▶ Exercise: Scan the material below and copy every line holding the word "lane".

▶ Source material:
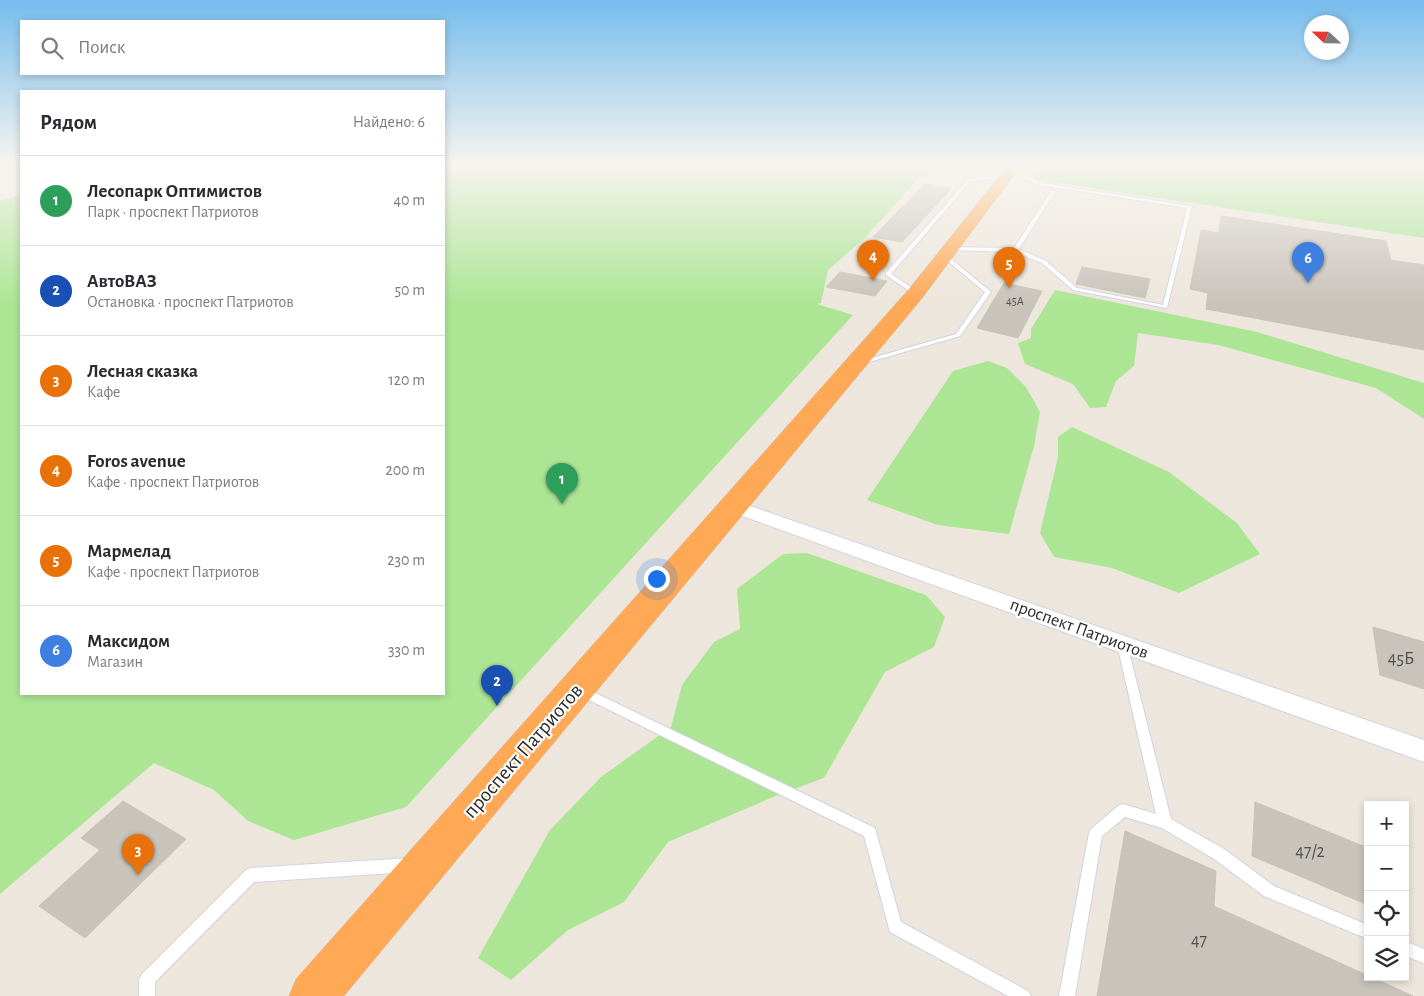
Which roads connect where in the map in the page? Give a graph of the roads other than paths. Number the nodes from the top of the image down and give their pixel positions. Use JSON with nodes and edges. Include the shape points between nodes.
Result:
{"nodes":[{"id":1,"x":944,"y":209,"type":"edge"},
{"id":2,"x":982,"y":209,"type":"edge"},
{"id":3,"x":1042,"y":209,"type":"edge"},
{"id":4,"x":1189,"y":209,"type":"edge"},
{"id":5,"x":1016,"y":250,"type":"junction"},
{"id":6,"x":949,"y":253,"type":"junction"},
{"id":7,"x":916,"y":293,"type":"junction"},
{"id":8,"x":855,"y":364,"type":"junction"},
{"id":9,"x":734,"y":506,"type":"junction"},
{"id":10,"x":1122,"y":644,"type":"junction"},
{"id":11,"x":576,"y":689,"type":"junction"},
{"id":12,"x":1424,"y":751,"type":"edge"},
{"id":13,"x":1165,"y":823,"type":"junction"},
{"id":14,"x":426,"y":864,"type":"junction"},
{"id":15,"x":1364,"y":930,"type":"edge"},
{"id":16,"x":1409,"y":950,"type":"edge"},
{"id":17,"x":1424,"y":956,"type":"edge"},
{"id":18,"x":147,"y":996,"type":"edge"},
{"id":19,"x":313,"y":996,"type":"edge"},
{"id":20,"x":1023,"y":996,"type":"edge"},
{"id":21,"x":1067,"y":996,"type":"edge"}],
"edges":[{"from":1,"to":7,"type":"lane","via":[[888,274]]},
{"from":2,"to":6,"type":"highway","name":"проспект Патриотов"},
{"from":3,"to":5,"type":"lane"},
{"from":4,"to":5,"type":"lane","via":[[1165,306],[1074,289],[1044,262]]},
{"from":5,"to":6,"type":"lane"},
{"from":6,"to":7,"type":"highway","name":"проспект Патриотов"},
{"from":6,"to":8,"type":"lane","via":[[988,292],[958,335]]},
{"from":7,"to":8,"type":"highway","name":"проспект Патриотов"},
{"from":8,"to":9,"type":"highway","name":"проспект Патриотов"},
{"from":9,"to":10,"type":"street","name":"проспект Патриотов"},
{"from":9,"to":11,"type":"highway","name":"проспект Патриотов"},
{"from":10,"to":12,"type":"street","name":"проспект Патриотов"},
{"from":10,"to":13,"type":"lane"},
{"from":11,"to":14,"type":"highway","name":"проспект Патриотов"},
{"from":11,"to":20,"type":"lane","via":[[870,832],[895,927]]},
{"from":13,"to":15,"type":"lane","via":[[1218,854],[1269,891]]},
{"from":13,"to":21,"type":"lane","via":[[1123,810],[1096,832]]},
{"from":14,"to":18,"type":"lane","via":[[251,875],[146,978]]},
{"from":14,"to":19,"type":"highway","name":"проспект Патриотов"},
{"from":16,"to":17,"type":"lane"}]}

▶ Result:
"edges":[{"from":1,"to":7,"type":"lane","via":[[888,274]]},
{"from":3,"to":5,"type":"lane"},
{"from":4,"to":5,"type":"lane","via":[[1165,306],[1074,289],[1044,262]]},
{"from":5,"to":6,"type":"lane"},
{"from":6,"to":8,"type":"lane","via":[[988,292],[958,335]]},
{"from":10,"to":13,"type":"lane"},
{"from":11,"to":20,"type":"lane","via":[[870,832],[895,927]]},
{"from":13,"to":15,"type":"lane","via":[[1218,854],[1269,891]]},
{"from":13,"to":21,"type":"lane","via":[[1123,810],[1096,832]]},
{"from":14,"to":18,"type":"lane","via":[[251,875],[146,978]]},
{"from":16,"to":17,"type":"lane"}]}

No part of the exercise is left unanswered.